| Records to use |
※
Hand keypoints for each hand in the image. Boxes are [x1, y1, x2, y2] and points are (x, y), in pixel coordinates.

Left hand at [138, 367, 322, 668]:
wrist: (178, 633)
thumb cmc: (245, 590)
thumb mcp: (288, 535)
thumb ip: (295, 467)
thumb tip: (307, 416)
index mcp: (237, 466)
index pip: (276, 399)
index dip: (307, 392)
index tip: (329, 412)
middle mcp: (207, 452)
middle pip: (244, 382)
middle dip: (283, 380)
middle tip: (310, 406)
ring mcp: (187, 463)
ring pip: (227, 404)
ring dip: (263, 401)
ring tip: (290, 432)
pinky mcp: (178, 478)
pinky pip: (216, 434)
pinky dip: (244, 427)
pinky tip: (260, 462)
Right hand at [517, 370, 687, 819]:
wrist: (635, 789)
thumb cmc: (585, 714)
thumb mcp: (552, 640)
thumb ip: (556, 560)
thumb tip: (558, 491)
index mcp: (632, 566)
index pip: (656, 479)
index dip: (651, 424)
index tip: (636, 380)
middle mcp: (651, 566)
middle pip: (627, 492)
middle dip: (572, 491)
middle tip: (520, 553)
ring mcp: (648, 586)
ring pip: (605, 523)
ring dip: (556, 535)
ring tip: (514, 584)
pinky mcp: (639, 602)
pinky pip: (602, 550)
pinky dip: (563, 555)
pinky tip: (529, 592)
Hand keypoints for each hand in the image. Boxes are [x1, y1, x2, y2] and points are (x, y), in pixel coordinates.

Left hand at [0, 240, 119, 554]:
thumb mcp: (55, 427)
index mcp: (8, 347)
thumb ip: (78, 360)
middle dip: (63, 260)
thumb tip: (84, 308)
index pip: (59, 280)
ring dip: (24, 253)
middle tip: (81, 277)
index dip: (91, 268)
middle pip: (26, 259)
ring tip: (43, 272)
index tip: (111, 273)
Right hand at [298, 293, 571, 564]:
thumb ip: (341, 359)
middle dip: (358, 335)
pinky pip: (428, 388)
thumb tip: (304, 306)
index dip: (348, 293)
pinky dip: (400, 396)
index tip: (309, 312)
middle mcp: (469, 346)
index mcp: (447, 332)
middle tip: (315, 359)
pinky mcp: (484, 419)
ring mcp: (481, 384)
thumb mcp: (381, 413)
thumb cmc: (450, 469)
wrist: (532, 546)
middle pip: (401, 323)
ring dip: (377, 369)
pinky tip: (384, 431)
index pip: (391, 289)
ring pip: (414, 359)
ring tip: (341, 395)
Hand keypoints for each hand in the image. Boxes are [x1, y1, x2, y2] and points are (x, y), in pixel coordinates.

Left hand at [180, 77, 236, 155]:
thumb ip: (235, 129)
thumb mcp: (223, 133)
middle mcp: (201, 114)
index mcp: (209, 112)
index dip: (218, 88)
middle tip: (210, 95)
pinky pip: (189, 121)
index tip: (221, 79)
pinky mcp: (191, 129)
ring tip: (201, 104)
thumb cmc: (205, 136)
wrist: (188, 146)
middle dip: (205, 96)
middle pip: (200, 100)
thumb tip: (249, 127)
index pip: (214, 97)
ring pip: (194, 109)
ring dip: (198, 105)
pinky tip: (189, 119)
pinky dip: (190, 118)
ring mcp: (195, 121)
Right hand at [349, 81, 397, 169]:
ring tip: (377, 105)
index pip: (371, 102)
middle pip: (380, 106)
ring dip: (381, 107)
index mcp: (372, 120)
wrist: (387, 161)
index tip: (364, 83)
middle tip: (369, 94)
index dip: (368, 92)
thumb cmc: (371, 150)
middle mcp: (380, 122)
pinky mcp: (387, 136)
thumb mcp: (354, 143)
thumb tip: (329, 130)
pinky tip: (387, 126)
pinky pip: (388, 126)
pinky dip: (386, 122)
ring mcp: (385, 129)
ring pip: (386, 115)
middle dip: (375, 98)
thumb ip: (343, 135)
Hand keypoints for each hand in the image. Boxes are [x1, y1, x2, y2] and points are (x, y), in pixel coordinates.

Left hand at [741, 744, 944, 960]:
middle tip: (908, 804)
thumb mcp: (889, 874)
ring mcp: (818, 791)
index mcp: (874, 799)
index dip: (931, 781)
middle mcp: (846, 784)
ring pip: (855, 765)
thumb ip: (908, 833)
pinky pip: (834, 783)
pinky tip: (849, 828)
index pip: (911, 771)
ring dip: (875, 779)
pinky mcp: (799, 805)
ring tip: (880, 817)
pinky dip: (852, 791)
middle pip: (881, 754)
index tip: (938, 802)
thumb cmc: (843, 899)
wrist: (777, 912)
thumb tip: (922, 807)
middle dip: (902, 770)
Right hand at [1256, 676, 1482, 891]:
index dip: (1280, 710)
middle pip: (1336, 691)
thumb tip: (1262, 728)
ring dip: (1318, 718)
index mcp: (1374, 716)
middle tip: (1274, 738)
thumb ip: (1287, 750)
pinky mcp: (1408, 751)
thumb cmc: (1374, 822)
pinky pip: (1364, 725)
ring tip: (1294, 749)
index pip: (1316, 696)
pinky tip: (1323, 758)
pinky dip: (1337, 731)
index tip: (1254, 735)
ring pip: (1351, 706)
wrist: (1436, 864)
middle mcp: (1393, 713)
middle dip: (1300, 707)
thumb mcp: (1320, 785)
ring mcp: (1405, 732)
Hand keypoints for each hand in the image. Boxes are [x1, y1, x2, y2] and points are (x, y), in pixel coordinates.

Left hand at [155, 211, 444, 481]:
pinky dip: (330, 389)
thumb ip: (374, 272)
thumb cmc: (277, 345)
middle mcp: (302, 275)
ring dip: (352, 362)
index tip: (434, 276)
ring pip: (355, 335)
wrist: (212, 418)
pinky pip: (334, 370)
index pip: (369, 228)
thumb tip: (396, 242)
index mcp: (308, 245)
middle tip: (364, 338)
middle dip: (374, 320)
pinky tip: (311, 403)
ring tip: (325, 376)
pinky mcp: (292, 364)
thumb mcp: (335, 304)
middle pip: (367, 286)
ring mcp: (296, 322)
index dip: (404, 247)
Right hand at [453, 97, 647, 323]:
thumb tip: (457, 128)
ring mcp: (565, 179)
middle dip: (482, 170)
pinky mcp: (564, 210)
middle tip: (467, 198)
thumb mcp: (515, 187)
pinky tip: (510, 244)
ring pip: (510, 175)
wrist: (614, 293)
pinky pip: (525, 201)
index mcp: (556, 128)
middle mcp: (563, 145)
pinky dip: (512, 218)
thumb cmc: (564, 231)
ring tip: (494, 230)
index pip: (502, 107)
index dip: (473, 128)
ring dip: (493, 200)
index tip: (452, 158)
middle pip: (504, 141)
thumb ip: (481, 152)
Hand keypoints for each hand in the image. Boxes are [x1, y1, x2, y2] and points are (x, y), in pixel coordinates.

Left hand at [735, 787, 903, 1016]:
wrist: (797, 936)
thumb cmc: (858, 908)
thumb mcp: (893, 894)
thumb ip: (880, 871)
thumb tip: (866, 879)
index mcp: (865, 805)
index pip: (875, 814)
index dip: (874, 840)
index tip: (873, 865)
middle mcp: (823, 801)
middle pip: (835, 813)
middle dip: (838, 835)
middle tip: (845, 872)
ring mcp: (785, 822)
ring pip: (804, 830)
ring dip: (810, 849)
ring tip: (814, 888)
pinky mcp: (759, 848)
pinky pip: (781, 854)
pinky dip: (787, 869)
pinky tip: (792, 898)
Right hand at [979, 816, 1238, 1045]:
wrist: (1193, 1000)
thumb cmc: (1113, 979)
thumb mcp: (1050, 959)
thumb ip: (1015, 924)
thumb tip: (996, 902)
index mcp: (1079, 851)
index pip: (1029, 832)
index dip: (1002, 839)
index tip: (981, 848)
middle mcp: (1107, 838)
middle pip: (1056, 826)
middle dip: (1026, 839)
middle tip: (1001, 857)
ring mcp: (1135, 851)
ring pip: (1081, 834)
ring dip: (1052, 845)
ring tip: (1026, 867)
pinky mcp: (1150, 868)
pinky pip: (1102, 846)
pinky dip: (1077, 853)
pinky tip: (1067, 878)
※
| Exercise goal |
Reproduce exactly the lines above from the line with "pinky dip: (190, 118)" to the line with "thumb ip: (343, 135)", including both, and add nothing.

| Response to this exercise |
pinky dip: (190, 118)
ring mcp: (195, 121)
Right hand at [349, 81, 397, 169]:
ring tip: (377, 105)
index pip: (371, 102)
middle pip: (380, 106)
ring dip: (381, 107)
index mcp: (372, 120)
wrist: (387, 161)
index tip: (364, 83)
middle tip: (369, 94)
index dip: (368, 92)
thumb cmc: (371, 150)
middle mcp: (380, 122)
pinky mcp: (387, 136)
thumb mcp: (354, 143)
thumb tip: (329, 130)
pinky tip: (387, 126)
pinky pip: (388, 126)
pinky dip: (386, 122)
ring mcp: (385, 129)
ring pip: (386, 115)
middle dip: (375, 98)
thumb ip: (343, 135)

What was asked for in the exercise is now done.